■ **Data records**

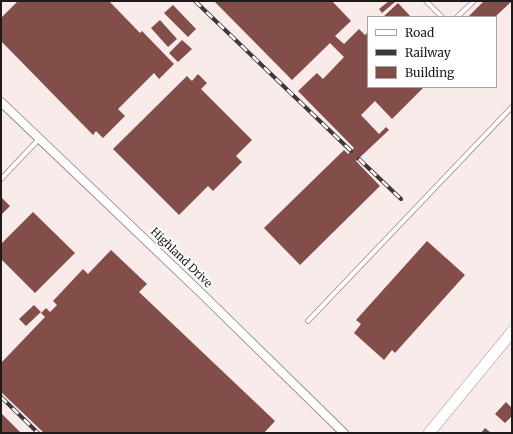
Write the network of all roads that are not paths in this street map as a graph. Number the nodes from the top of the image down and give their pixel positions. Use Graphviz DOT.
graph roads {
  1 [pos="426,1"];
  2 [pos="474,1"];
  3 [pos="441,16"];
  4 [pos="459,16"];
  5 [pos="1,102"];
  6 [pos="512,107"];
  7 [pos="40,138"];
  8 [pos="1,179"];
  9 [pos="308,321"];
  10 [pos="512,332"];
  11 [pos="344,433"];
  12 [pos="429,433"];
  1 -- 3 [label="lane"];
  2 -- 4 [label="lane"];
  5 -- 7 [label="street, Highland Drive"];
  6 -- 9 [label="lane"];
  7 -- 8 [label="lane"];
  7 -- 11 [label="street, Highland Drive"];
  10 -- 12 [label="main road"];
}
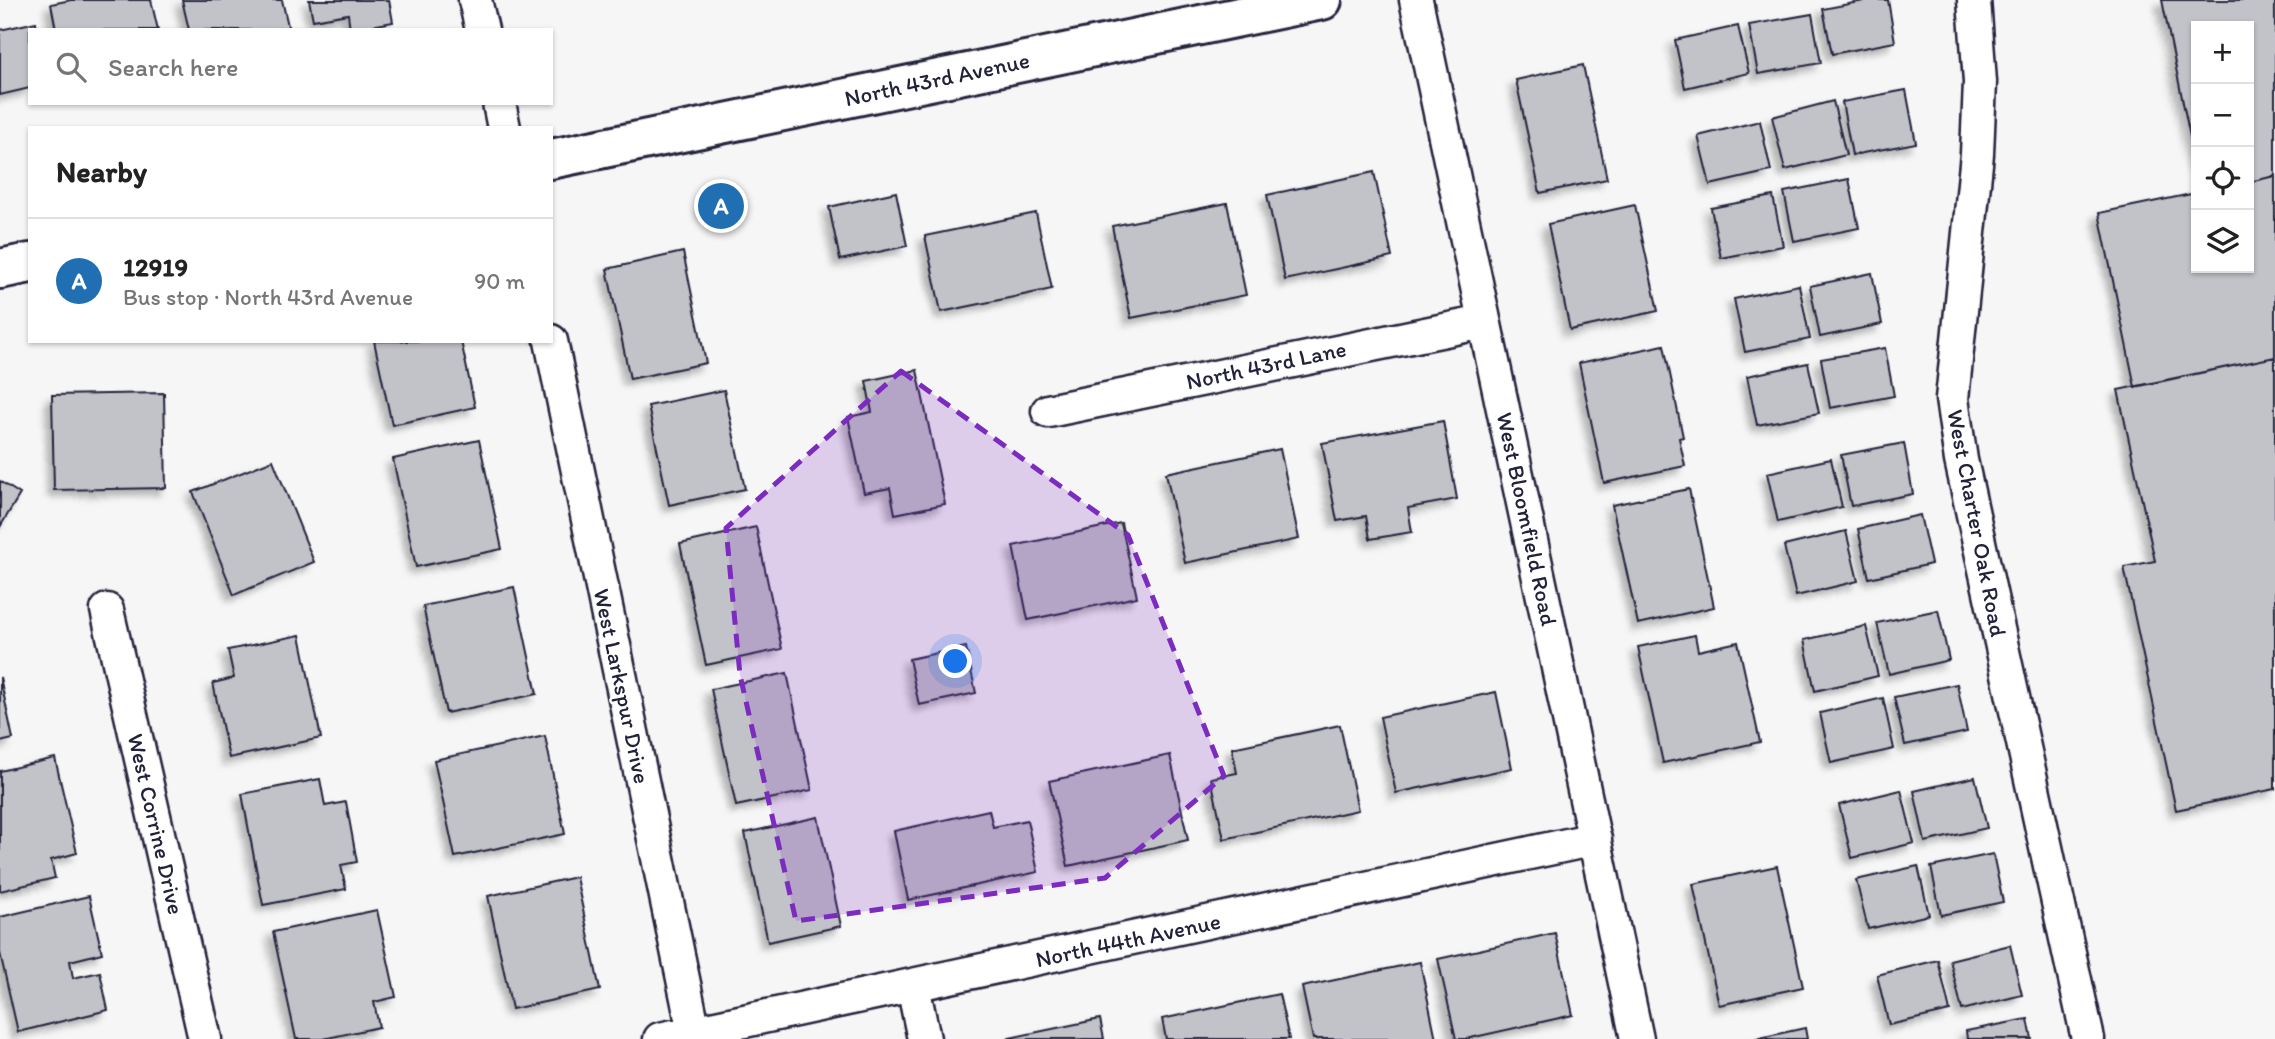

■ **Task requirements**
Set every record down verbatim. No pictures belong in the copy.

■ **Final answer**
Write the network of all roads that are not paths in this street map as a graph. Number the nodes from the top of the image down and give their pixel positions. Use Graphviz DOT.
graph roads {
  1 [pos="426,1"];
  2 [pos="474,1"];
  3 [pos="441,16"];
  4 [pos="459,16"];
  5 [pos="1,102"];
  6 [pos="512,107"];
  7 [pos="40,138"];
  8 [pos="1,179"];
  9 [pos="308,321"];
  10 [pos="512,332"];
  11 [pos="344,433"];
  12 [pos="429,433"];
  1 -- 3 [label="lane"];
  2 -- 4 [label="lane"];
  5 -- 7 [label="street, Highland Drive"];
  6 -- 9 [label="lane"];
  7 -- 8 [label="lane"];
  7 -- 11 [label="street, Highland Drive"];
  10 -- 12 [label="main road"];
}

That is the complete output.